With this info in mind, I would try to work backwards to see where the assumptions of the tutorial are being violated, i.e. where/why your data frames don't have the column names expected. I see two calls to left_join in the code you provided, it could be coming from either one of those. You can use traceback() to find out or just start looking at the columns of each dataset with the colnames function to get a sense of what's going on.

2 Likes

Dear @colinvwood thank you for your answer.
I revised the qiime2 integration tutorial and saw that I didn't do the step: metadata<-
metadata %>% left_join(shannon). That's why my code didn't work.

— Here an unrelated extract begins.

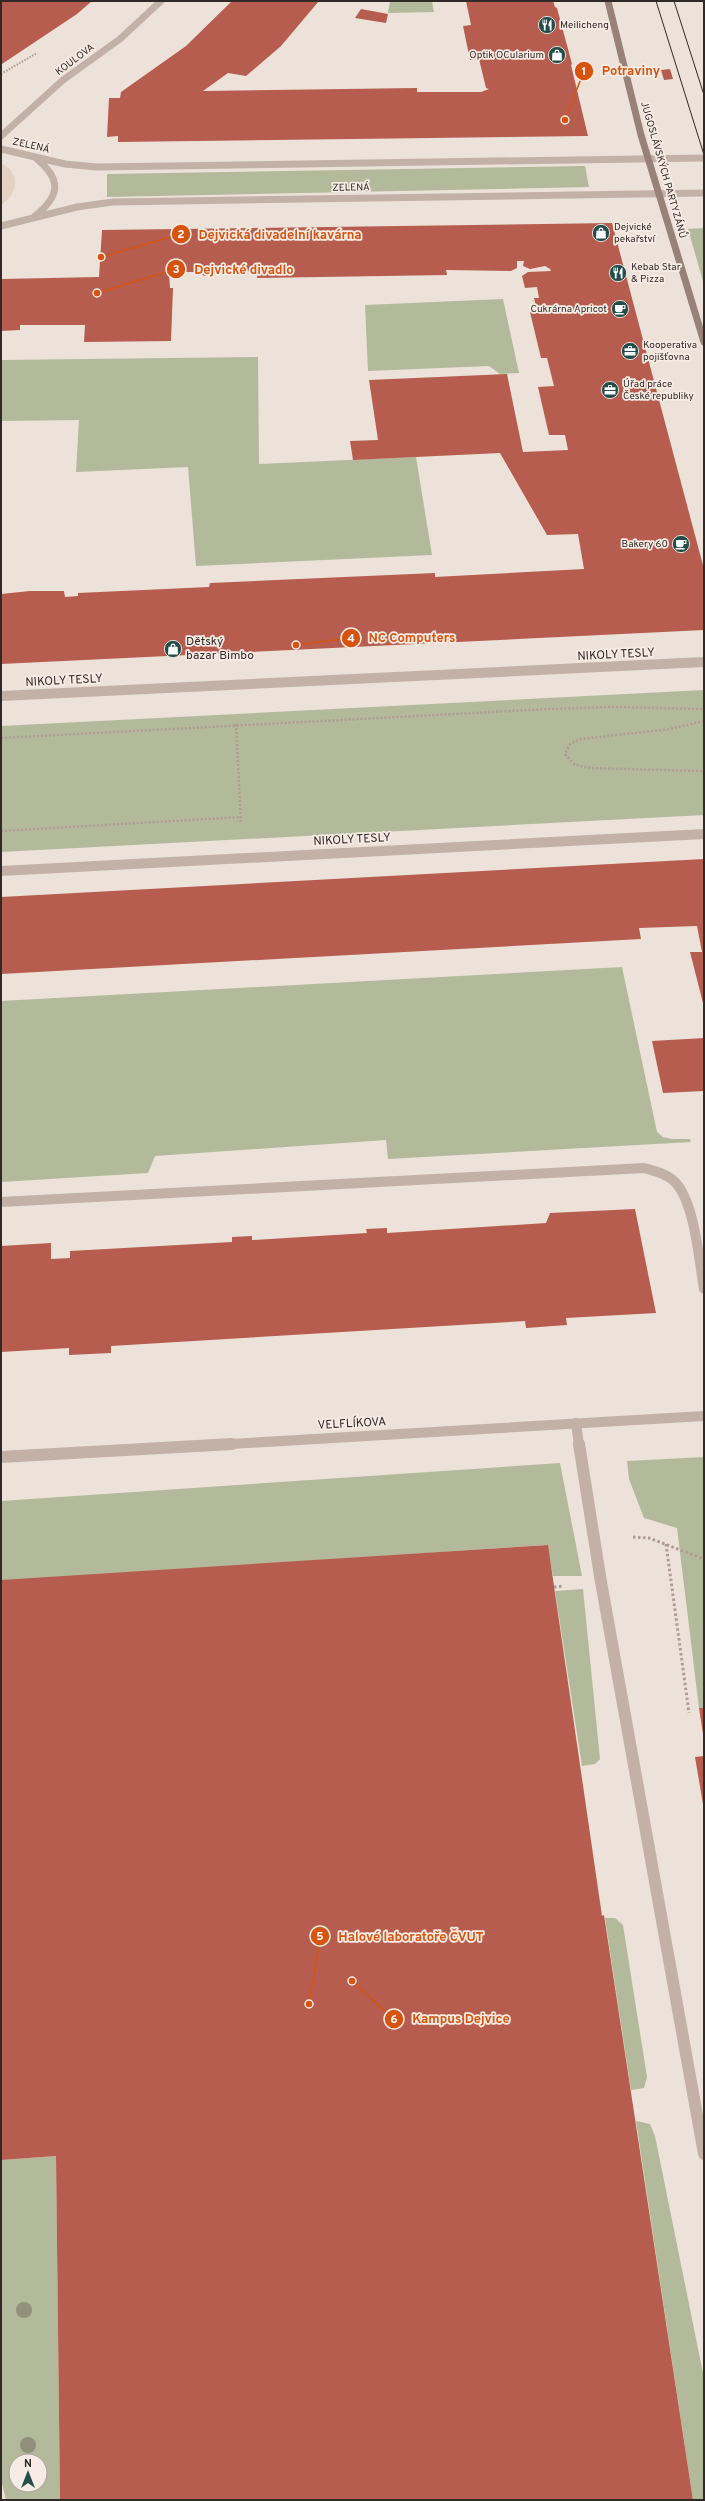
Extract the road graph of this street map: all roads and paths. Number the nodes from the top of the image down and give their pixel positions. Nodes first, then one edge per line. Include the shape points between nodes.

Now I'm having a problem with the PCoA plot. I'm trying to run this code:

uwunifrac$data$Vectors %>%
select(SampleID, PC1, PC2) %>%
left_join(metadata) %>%
left_join(shannon) %>%
ggplot(aes(x=PC1, y=PC2, color='SAMPLES', shape='TIME')) +
geom_point(alpha=0.5) +
theme_q2r() +
scale_shape_manual(values=c(16,1), name="TIME") + #see
scale_color_discrete(name="SAMPLES") +
ggtitle("Unweighted UniFrac")+
stat_ellipse()

But my samples' color, the time's shape, and the Shannon size stayed all the same.

I saw in the forum that my ID needs to be an alphanumeric number. Can you tell me if it is my alphanumeric ID, with the symbol - is the problem? I'm just asking because I'm not sure, and I need to redo the analysis if it was the problem.


Thank you so much for helping me to solve my problem!

Hi Patricia,

Other Colin here :wave:

Try removing the 'single quotes' around the column names.
ggplot(aes(x=PC1, y=PC2, color=SAMPLES, shape=TIME))


Not for ggplot! Some programs have problems with some IDs, so I don't worry about it until a program changes something.

Numbers, letters, .periods. and -dashes- should all be fine, see
https://docs.qiime2.org/2024.2/tutorials/metadata/#recommendations-for-identifiers

1 Like

Thank you @colinbrislawn, now it works!

1 Like